I'm an electrical engineer currently getting into Zephyr with regards to automated testing (I'd like to use native_sim to make application logic development + testing a bit more separate from hardware development) as a hobby interest. The physical board features a RS485 bus connection to string multiple boards together.
Running Zephyr as a Linux application allows to allocate a PTY for its serial connection. However, if I let my (test) supervisor spin up all neccessary 16 instances I'm left with 16 PTY devices and a need to connect all of them in a 'bus type' manner. Bus type in this case means 'anything sent by Zephyr ptyN gets received by all other Zephyr pty instances'. The higher level protocol theoretically excludes an overlap of transmissions which should take care of the problem of concurrent writes to a buffer.
People seem to use two common approaches to connect multiple serial ports together: socat
and tty0tty
. Hoewever, tty0tty only connects two data streams together, so this is not really an option.
I might be able to use socat
on a per instance basis to attach itself to the Zephyr pty and on the other end to a relay server based on TCP connection, perhaps also a socat
instance. A file cannot be opened more than once, hence a local filebinding won't work either. This means managing the state of two programs for a single instance which isn't really preferable.

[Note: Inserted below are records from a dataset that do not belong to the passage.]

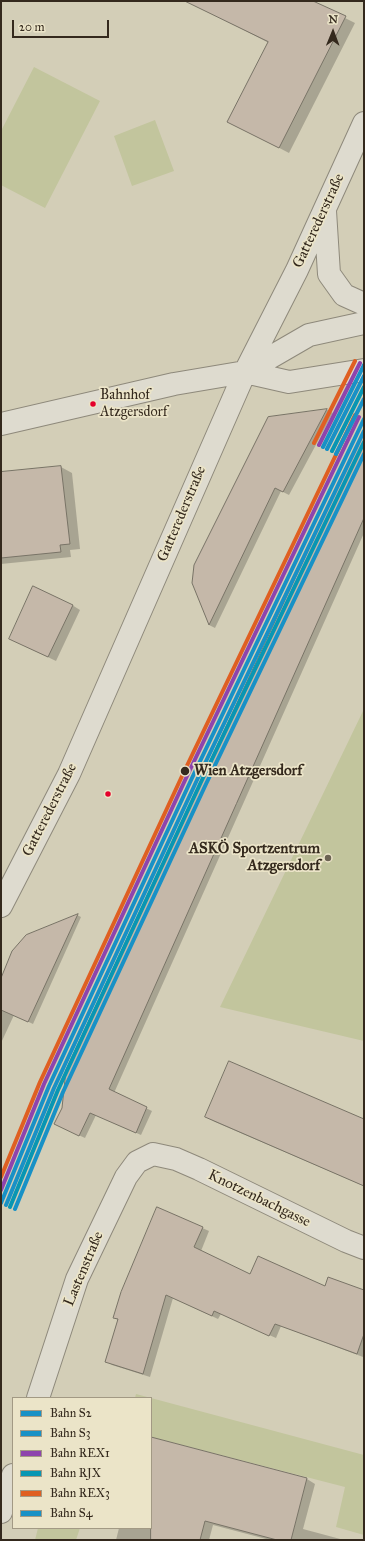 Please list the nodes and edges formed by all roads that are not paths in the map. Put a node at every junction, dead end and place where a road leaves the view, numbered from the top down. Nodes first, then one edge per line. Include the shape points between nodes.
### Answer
1 (364, 123) edge
2 (325, 207) junction
3 (364, 304) edge
4 (364, 323) edge
5 (364, 370) edge
6 (245, 372) junction
7 (1, 424) edge
8 (1, 906) edge
9 (153, 1154) joint
10 (364, 1248) edge
11 (38, 1397) edge
12 (12, 1478) edge
13 (1, 1512) edge

1 - 2 street, Gatterederstraße
2 - 3 street via 329,274 344,295
2 - 6 street, Gatterederstraße via 297,270
4 - 6 street via 309,335
5 - 6 street via 289,382
6 - 7 street via 174,384
6 - 8 street, Gatterederstraße via 69,774
9 - 10 street, Knotzenbachgasse via 176,1159 346,1242
9 - 11 street, Lastenstraße via 137,1162 126,1178 77,1279
12 - 13 street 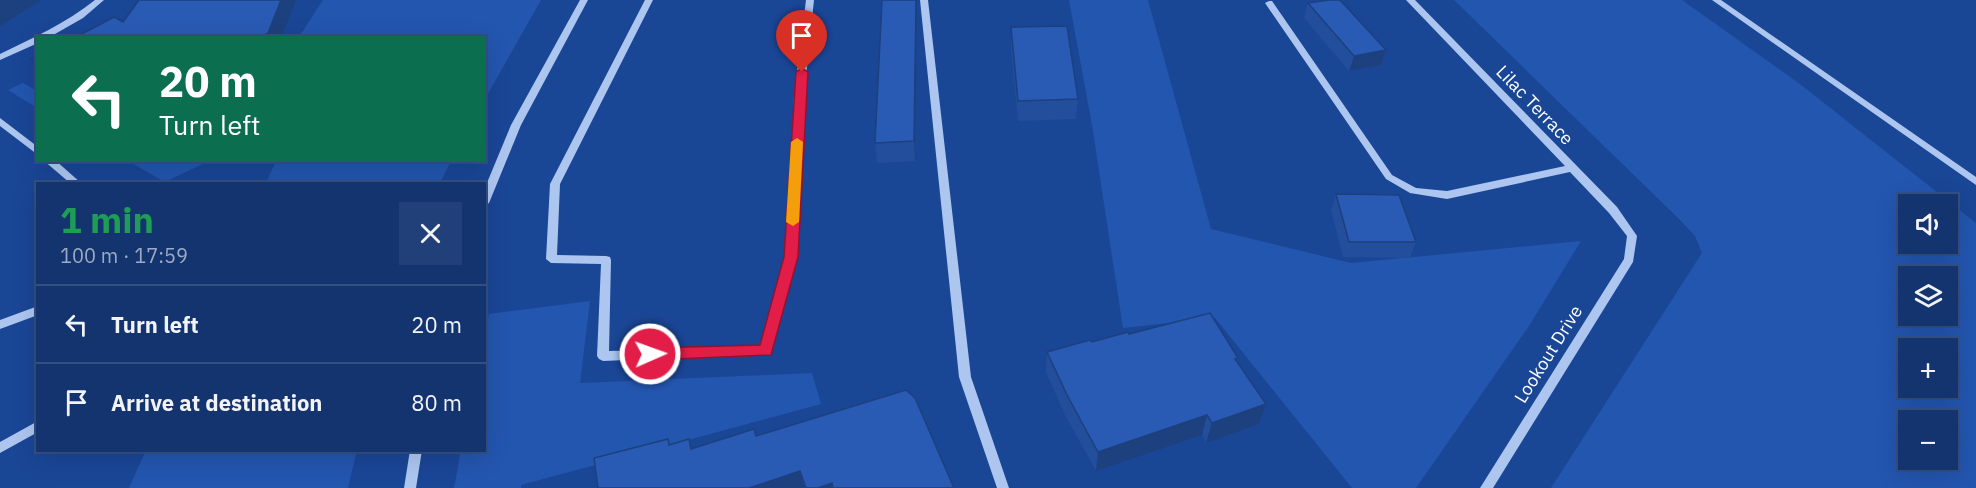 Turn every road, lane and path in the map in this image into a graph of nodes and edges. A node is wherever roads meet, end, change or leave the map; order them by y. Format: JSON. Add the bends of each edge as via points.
{"nodes":[{"id":1,"x":100,"y":0,"type":"edge"},
{"id":2,"x":584,"y":0,"type":"edge"},
{"id":3,"x":649,"y":0,"type":"edge"},
{"id":4,"x":810,"y":0,"type":"edge"},
{"id":5,"x":924,"y":0,"type":"edge"},
{"id":6,"x":1410,"y":0,"type":"edge"},
{"id":7,"x":1716,"y":0,"type":"edge"},
{"id":8,"x":1269,"y":3,"type":"dead end"},
{"id":9,"x":43,"y":36,"type":"edge"},
{"id":10,"x":36,"y":39,"type":"edge"},
{"id":11,"x":0,"y":57,"type":"edge"},
{"id":12,"x":0,"y":121,"type":"edge"},
{"id":13,"x":36,"y":150,"type":"edge"},
{"id":14,"x":50,"y":162,"type":"edge"},
{"id":15,"x":1572,"y":168,"type":"junction"},
{"id":16,"x":75,"y":182,"type":"edge"},
{"id":17,"x":1976,"y":182,"type":"edge"},
{"id":18,"x":486,"y":198,"type":"edge"},
{"id":19,"x":1632,"y":236,"type":"joint"},
{"id":20,"x":36,"y":311,"type":"edge"},
{"id":21,"x":0,"y":325,"type":"edge"},
{"id":22,"x":36,"y":427,"type":"edge"},
{"id":23,"x":0,"y":448,"type":"edge"},
{"id":24,"x":416,"y":452,"type":"edge"},
{"id":25,"x":410,"y":488,"type":"edge"},
{"id":26,"x":1003,"y":488,"type":"edge"},
{"id":27,"x":1486,"y":488,"type":"edge"}],
"edges":[{"from":1,"to":9,"type":"street"},
{"from":2,"to":18,"type":"street","via":[[516,124]]},
{"from":3,"to":4,"type":"street","via":[[555,184],[551,259],[606,260],[603,356],[766,351],[791,257],[799,96]]},
{"from":5,"to":26,"type":"street","via":[[965,377]]},
{"from":6,"to":15,"type":"street","name":"Lilac Terrace"},
{"from":7,"to":17,"type":"street"},
{"from":8,"to":15,"type":"street","via":[[1389,177],[1414,191],[1447,195]]},
{"from":10,"to":11,"type":"street"},
{"from":12,"to":13,"type":"street"},
{"from":14,"to":16,"type":"street"},
{"from":15,"to":19,"type":"street","name":"Lilac Terrace"},
{"from":19,"to":27,"type":"street","name":"Lookout Drive","via":[[1629,259]]},
{"from":20,"to":21,"type":"street"},
{"from":22,"to":23,"type":"street"},
{"from":24,"to":25,"type":"street"}]}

From what I have learned searching the internet, no such 'shared buffer' solution seems to be doable using tools commonly available on Linux platforms. This is where I would turn to Python to create a small fixture (basically a relay server) exactly the above:
This is where I'm hitting the limits of my knowledge of Linux/Unix. I know I'm able to implement it this way but if possible I prefer a solution that doesn't rely on home-cooked code when there probably is a more basic Linux based approach out there. I can't be the only one that needs to 'clone traffic' between serial interfaces:
Is there another, possibly simpler/reduced way, getting around all of this and simply using socat to implement a bus type serial connection?
Socat version 1.8 contains a shell script socat-broker.sh that might do what you need. Start it in a way like:
socat-broker.sh TCP-L:1234
Then start connectors for each pty N:
socat /dev/ptyN TCP:localhost:1234
Please note that this script requires socat 1.8.0.0; it works internally with UDP/IPv4 broadcast on the loopback interface to do the data copying. Communications are not protected from local users and processes!